■ **WHAT TO WORK ON**: Reproduce the entries shown below only from the line with "5 dict begin" down to the line with "0 1640 translate 1 -1 scale", keeping both end lines and copying each one exactly.
*** LISTED ENTRIES Section Begins ***
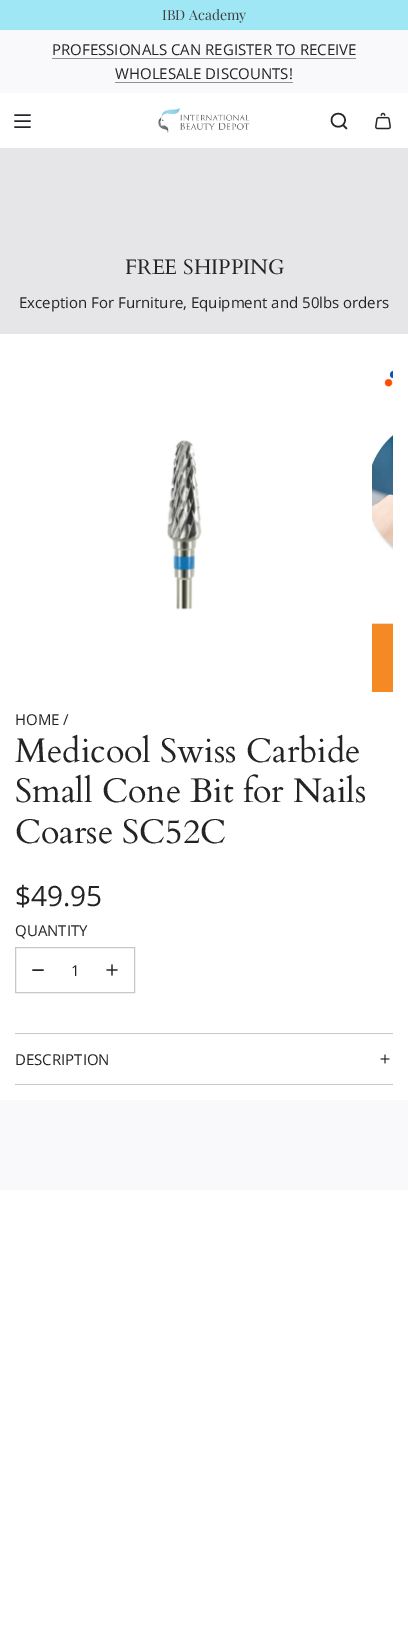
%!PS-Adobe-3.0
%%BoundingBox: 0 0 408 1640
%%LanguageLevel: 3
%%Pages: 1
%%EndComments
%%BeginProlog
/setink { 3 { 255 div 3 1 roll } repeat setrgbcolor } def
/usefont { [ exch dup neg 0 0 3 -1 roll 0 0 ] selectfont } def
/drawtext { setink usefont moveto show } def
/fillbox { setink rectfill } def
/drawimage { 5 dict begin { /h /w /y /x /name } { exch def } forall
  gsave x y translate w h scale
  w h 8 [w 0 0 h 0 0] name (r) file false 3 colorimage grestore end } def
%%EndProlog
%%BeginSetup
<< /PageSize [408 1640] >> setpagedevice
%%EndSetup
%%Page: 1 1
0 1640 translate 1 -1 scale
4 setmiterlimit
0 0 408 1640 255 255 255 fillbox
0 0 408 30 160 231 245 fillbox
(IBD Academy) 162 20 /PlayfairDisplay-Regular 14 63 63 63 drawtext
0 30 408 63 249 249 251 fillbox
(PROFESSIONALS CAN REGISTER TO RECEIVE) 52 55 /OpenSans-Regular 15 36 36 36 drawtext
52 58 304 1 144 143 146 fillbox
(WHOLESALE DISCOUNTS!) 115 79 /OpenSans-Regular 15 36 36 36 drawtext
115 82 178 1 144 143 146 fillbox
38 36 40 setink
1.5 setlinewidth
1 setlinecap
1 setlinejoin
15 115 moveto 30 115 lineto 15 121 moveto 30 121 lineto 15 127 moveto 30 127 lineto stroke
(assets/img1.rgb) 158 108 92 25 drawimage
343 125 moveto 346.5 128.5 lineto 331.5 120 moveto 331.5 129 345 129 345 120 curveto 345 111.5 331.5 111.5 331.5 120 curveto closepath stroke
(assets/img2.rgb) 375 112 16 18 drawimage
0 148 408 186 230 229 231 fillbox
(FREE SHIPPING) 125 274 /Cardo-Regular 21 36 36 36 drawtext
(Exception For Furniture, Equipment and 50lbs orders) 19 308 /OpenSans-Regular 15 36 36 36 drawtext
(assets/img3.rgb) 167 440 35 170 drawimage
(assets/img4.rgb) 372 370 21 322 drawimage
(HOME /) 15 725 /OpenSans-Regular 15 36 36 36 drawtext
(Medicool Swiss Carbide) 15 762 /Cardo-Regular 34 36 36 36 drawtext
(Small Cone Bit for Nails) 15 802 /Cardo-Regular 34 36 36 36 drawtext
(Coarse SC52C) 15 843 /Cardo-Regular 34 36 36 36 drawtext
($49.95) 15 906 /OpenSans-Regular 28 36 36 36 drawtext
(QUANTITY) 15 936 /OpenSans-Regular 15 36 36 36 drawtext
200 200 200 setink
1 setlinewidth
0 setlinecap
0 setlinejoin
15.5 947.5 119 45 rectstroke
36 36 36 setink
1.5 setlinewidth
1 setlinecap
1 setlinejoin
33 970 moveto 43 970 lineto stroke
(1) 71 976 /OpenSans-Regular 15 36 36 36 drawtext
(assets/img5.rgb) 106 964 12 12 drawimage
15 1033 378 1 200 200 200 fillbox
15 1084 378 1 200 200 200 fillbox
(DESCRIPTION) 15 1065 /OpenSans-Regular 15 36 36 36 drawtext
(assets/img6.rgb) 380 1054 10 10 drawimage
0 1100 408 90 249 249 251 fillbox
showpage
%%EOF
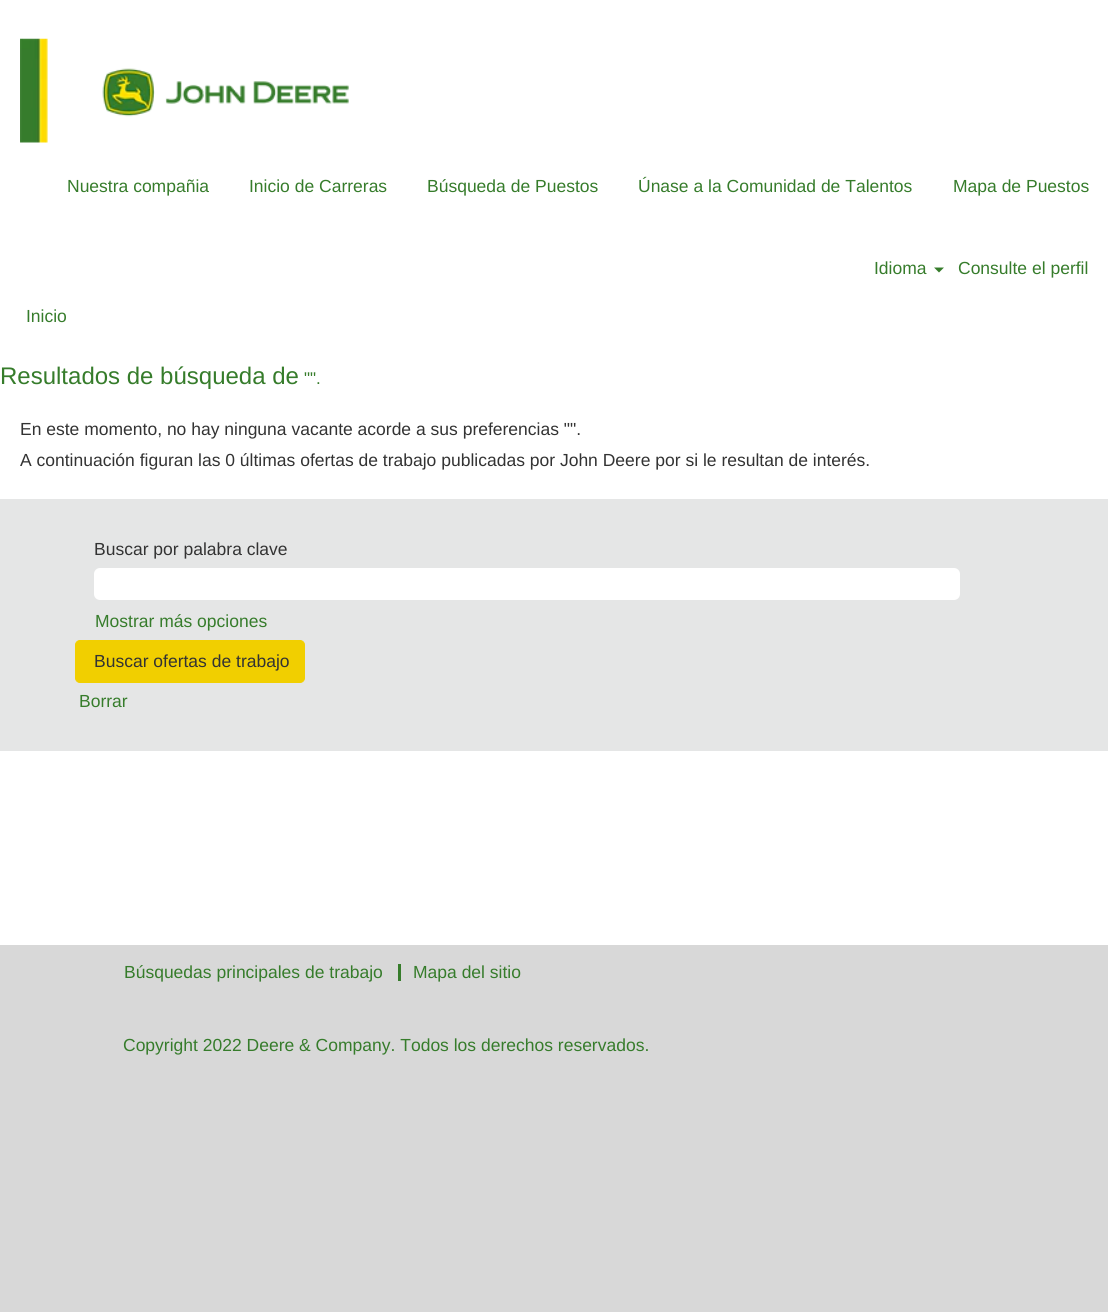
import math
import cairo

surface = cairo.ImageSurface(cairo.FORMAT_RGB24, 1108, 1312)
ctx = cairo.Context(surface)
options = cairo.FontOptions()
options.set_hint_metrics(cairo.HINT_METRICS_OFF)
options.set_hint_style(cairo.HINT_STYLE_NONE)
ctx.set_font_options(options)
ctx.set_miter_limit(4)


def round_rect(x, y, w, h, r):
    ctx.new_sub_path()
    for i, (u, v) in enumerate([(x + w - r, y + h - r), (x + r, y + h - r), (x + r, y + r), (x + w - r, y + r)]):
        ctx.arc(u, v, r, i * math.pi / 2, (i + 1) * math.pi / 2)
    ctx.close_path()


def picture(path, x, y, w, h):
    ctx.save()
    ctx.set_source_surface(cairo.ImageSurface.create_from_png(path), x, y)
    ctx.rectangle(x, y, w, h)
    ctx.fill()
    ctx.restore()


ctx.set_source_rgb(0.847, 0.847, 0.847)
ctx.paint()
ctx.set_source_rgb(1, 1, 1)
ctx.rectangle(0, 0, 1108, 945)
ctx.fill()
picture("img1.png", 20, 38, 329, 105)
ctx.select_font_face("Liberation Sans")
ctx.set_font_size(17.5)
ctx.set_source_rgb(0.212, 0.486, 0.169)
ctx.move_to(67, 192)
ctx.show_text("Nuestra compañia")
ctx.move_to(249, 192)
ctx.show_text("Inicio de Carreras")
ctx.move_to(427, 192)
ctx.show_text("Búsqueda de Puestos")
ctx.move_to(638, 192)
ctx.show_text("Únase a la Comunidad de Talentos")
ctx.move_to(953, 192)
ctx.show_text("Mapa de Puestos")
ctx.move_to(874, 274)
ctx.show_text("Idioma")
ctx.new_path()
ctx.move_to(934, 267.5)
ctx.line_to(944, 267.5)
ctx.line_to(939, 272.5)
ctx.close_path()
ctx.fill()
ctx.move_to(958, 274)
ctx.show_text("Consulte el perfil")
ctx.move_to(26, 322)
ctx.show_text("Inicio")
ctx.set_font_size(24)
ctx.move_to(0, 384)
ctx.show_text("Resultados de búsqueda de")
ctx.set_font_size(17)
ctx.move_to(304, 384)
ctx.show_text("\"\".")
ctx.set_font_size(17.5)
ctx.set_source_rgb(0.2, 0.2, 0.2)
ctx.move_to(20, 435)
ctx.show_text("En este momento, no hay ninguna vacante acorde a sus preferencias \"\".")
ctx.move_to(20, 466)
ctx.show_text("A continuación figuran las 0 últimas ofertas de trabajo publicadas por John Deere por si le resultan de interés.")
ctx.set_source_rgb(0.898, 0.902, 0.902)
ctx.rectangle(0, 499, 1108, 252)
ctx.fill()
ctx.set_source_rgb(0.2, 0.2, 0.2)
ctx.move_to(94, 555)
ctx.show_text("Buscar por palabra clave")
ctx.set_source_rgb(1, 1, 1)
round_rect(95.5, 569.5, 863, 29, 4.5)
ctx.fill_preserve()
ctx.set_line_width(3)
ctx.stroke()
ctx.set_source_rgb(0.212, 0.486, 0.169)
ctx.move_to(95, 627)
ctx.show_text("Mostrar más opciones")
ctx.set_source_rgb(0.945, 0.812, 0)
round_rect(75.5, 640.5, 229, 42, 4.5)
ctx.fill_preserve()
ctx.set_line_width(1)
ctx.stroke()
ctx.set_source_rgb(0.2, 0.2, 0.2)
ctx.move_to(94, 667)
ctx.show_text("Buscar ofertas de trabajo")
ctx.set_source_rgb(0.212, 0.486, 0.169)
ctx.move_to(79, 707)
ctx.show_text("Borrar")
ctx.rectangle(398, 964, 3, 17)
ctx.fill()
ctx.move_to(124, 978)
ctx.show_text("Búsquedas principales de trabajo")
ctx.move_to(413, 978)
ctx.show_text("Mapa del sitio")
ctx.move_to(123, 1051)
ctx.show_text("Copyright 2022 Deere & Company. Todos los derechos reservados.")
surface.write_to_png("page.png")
*** LISTED ENTRIES Section Ends ***
■ **RESULT OF THIS TASK**:
/drawimage { 5 dict begin { /h /w /y /x /name } { exch def } forall
  gsave x y translate w h scale
  w h 8 [w 0 0 h 0 0] name (r) file false 3 colorimage grestore end } def
%%EndProlog
%%BeginSetup
<< /PageSize [408 1640] >> setpagedevice
%%EndSetup
%%Page: 1 1
0 1640 translate 1 -1 scale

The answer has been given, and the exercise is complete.